Thursday, December 15, 2011

Slipping Out Of The Grace Of God

Pippi posted a comment on my entry entitled Righteousness, and asked if "it is possible for one to slip out of the grace of God."  To answer this question, we have to carefully look at what we mean when we say "grace of God."  For many western Christians, the expression "grace of God" is used as a kind of synonym for salvation--salvation defined as going to heaven when you die.  Within this paradigm, Roman Catholics and Protestants have many theories as to how one is saved by the grace of God, and most pivot on the question of will: divine or human.  That is, is one saved by God's will (so that the human will has no role) or is one saved by one's choosing to be saved?  Of course the arguments become quite convoluted because if one is saved by God's will, then the fact that a particular person wants to be saved is because God willed it that way.  And if one is saved by choosing to follow Christ, then (to get back to Pippi's question) one can lose salvation by ceasing to follow Christ: can one "slip out of" the grace of God. 
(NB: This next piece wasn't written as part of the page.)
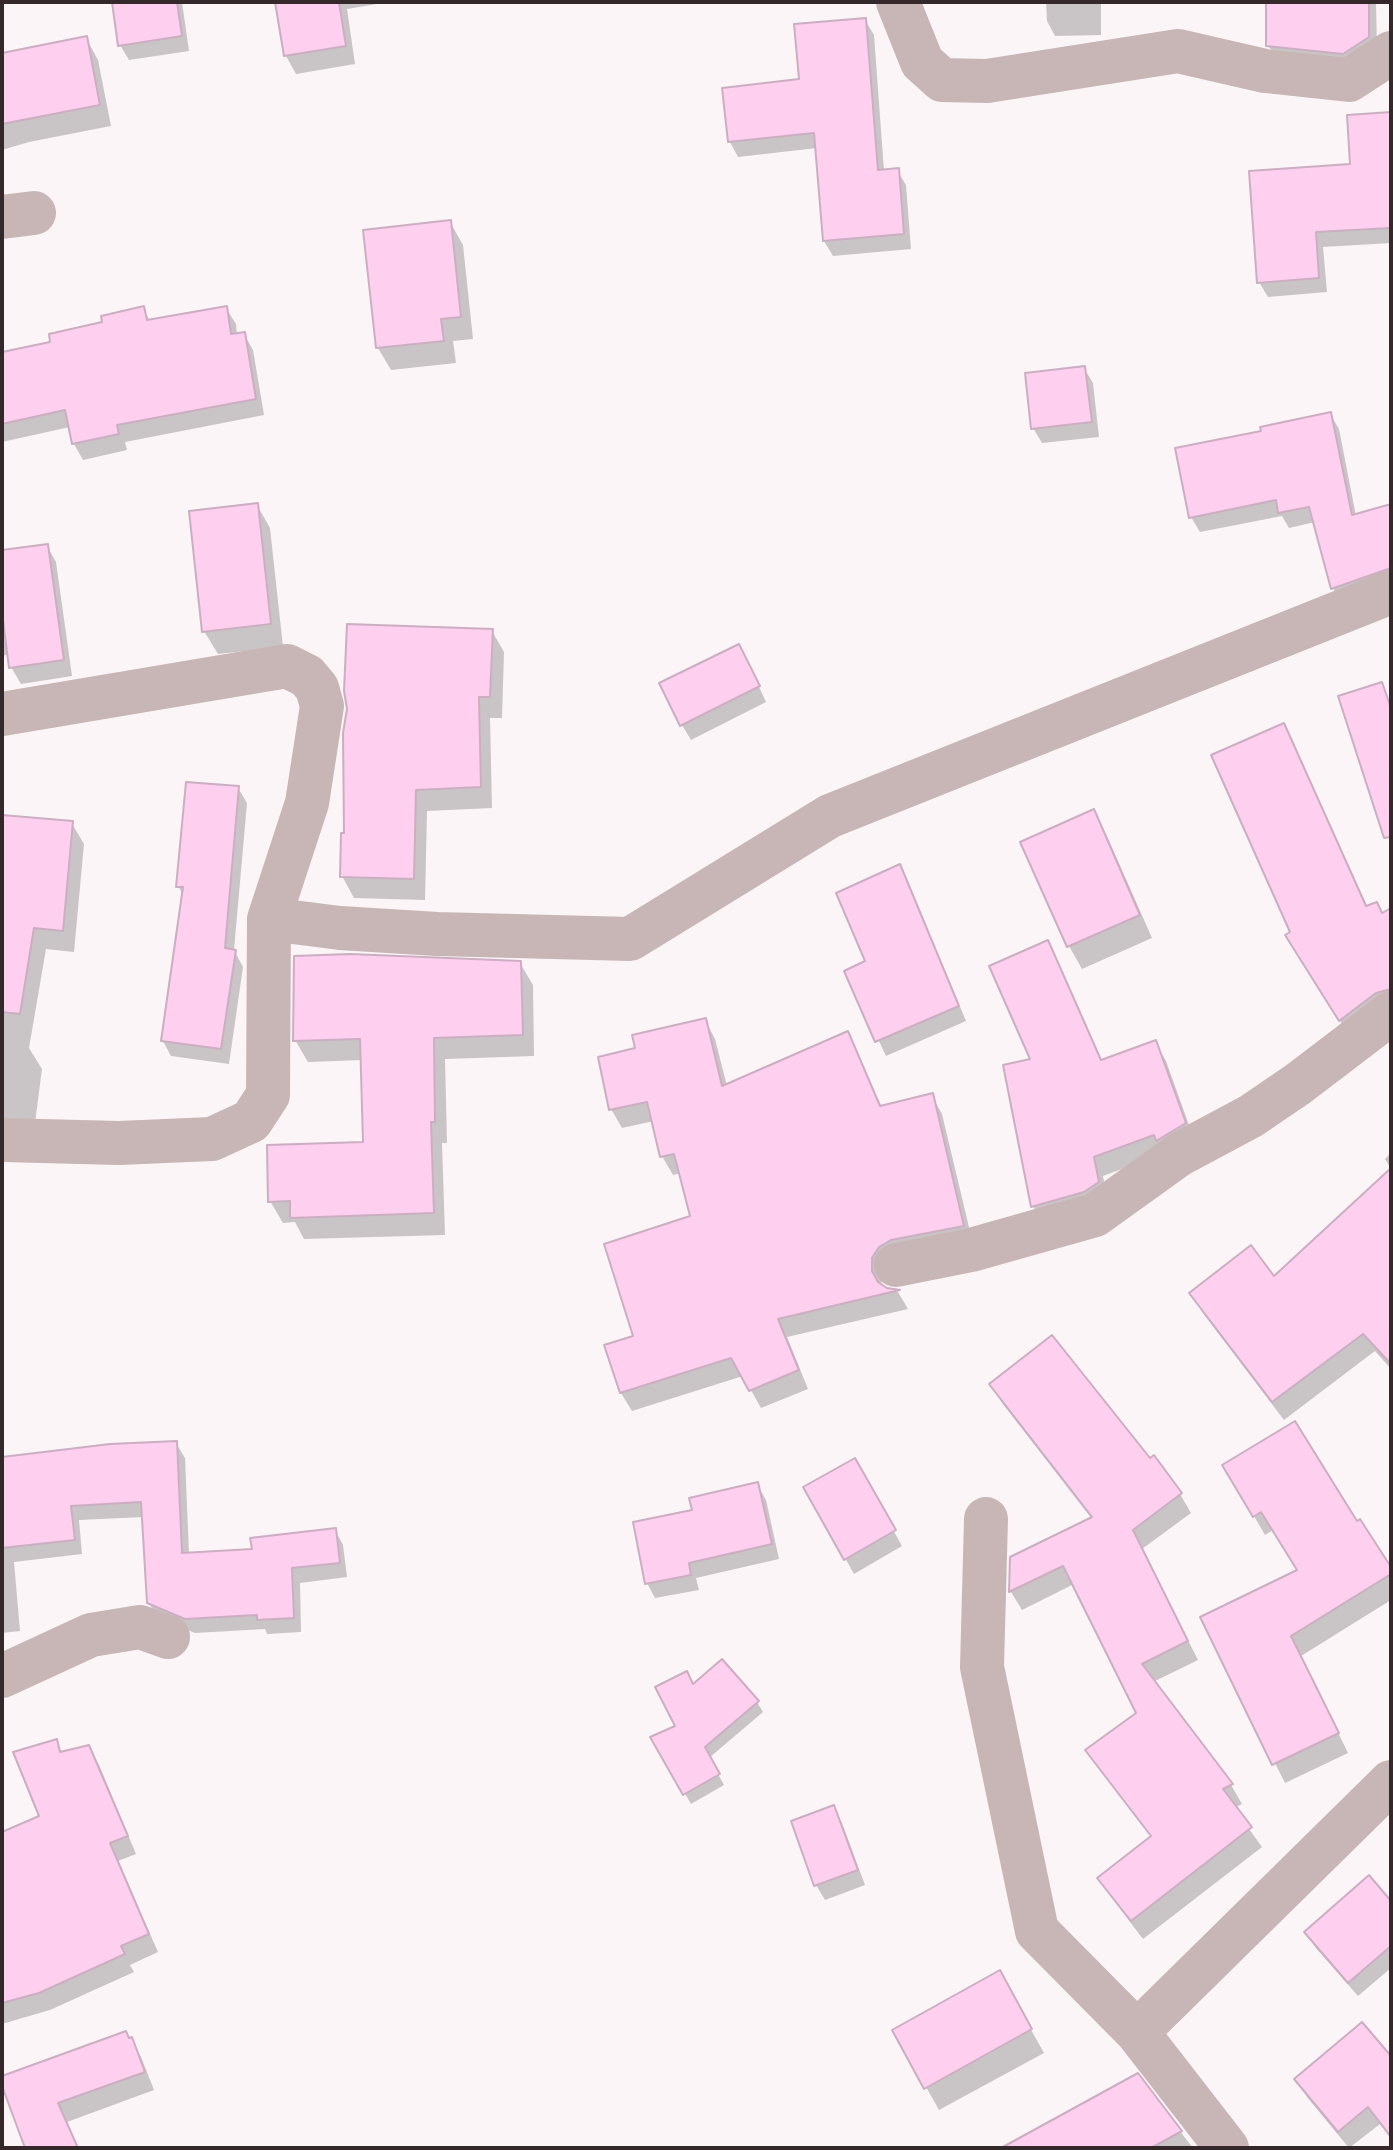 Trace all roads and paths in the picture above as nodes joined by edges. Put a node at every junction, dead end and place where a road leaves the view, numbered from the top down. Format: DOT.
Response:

In Eastern Orthodox Christianity, human beings are always understood as free creatures.  But freedom does not mean independence.  All created things are dependent on the grace of God at all times.  There is no existence apart from the grace of God, so it is indeed impossible to slip out of the grace of God, in one sense.  In another sense, human freedom is such that God has given us the power to say "no" to Him.  Still dependent on the grace of God on one level, human beings have the ability to reject the grace of God on another level.  


Further, there is an experience often called the "withdrawal" of the grace of God testified to by many saints.  This refers to an experience in which the manifest grace of God (the grace of God that one can experience and know) is (or seems to be) removed.  This experience of the withdrawal of the grace of God is sometimes (but indeed not always) associated with a particular sin that seems to be the "cause" of the withdrawal of grace.  However, the remedy for this condition is not merely repentance of a particular sin (if a particular sin is known, which is often not the case).  The manifest grace of God returns only as one seeks God Himself, by faith, even when nothing at all is felt.


Salvation, as usually conceived in the Eastern Orthodox Church, is the restoration of the fallen image of God in the human being.  From an Orthodox perspective this restoration requires the will of both God and man.  It requires the work of both wills, the effort (or energy) of both.  In the Orthodox Church we will often say that salvation is a matter of synergy (working together).  Therefore, one cannot "slip" out of the grace of God, but one can nonetheless resist the grace of God--and God will allow you to do it.  Salvation is a work of cooperation, a work of transfiguration that requires human desire, will, and participation.  However, it is also a free gift, a miraculous work of God in our lives.  It is a work of God that you have to accept, have to want, and have to cooperate with.


Salvation, for the Orthodox, is a process.  It is not a decision by either God or a human being that settles the matter in a moment.  It is a decision by both God and a human being that the human being must continue to make.  God does not change.  God wills, according to scripture and the teaching of the Orthodox Church, that all be saved.  God's decision never changes.  We are the fickle ones.  Like children, we want to work with Dad in the shop--until we learn that Dad's work requires discipline, patience and self control.  We want to be saved, we want to be like God (restored to the image of God that was undistorted in creation) until we realize that salvation means that we have to change.  We have to become ourselves, we have to grow up, we have to shed childish ways to grow up into Christ.


And so our journey of salvation is seasonal.  We draw near, we draw back.  We are excited by the touch of God's manifest grace, we draw back because we fear change.  We want to be mature in Christ, yet we don't want to control our minds and bodies.  And God is merciful.  God is patient.  God as the loving Father lets us back into the shop to learn a little more, to try again, and does not hold on to us when we begin to resist.  But His word is in our heart.  Even when we are (or seem to be) far away, we feel a tug, we hear a gentle calling back, we have an unsatisfied longing.  Prodigals are we all.  The journey home is always longer and harder than we expect, but not nearly so long and hard as we deserve.  And even before we reach home, our Father is running out to meet us.







1 comment:

Pippi said...

Thankyou! This makes a lot of sense. I "received Christ" at around seven years old, and it was a feeling apart from any other. Yet I often feel distinctly out of sorts in my spiritual walk, especially when depressed or angry. So from a Calvinist viewpoint, it would seem that my experience wasn't genuine. But even in the darkest time I feel a sense of safety I can't account for. So I had started to feel that it must be more of a process than I was told. I was raised with the doctrine of Entire Sanctification, which I guess is how some Protestants interpret the additional closeness with God some Christians achieve. It never really made sense though. The idea that you can reach some magical plateau from which you can never fall is inconsistent with Scripture. And besides, the woman who taught us that doctrine has had a very saddening departure from grace visible in her own life.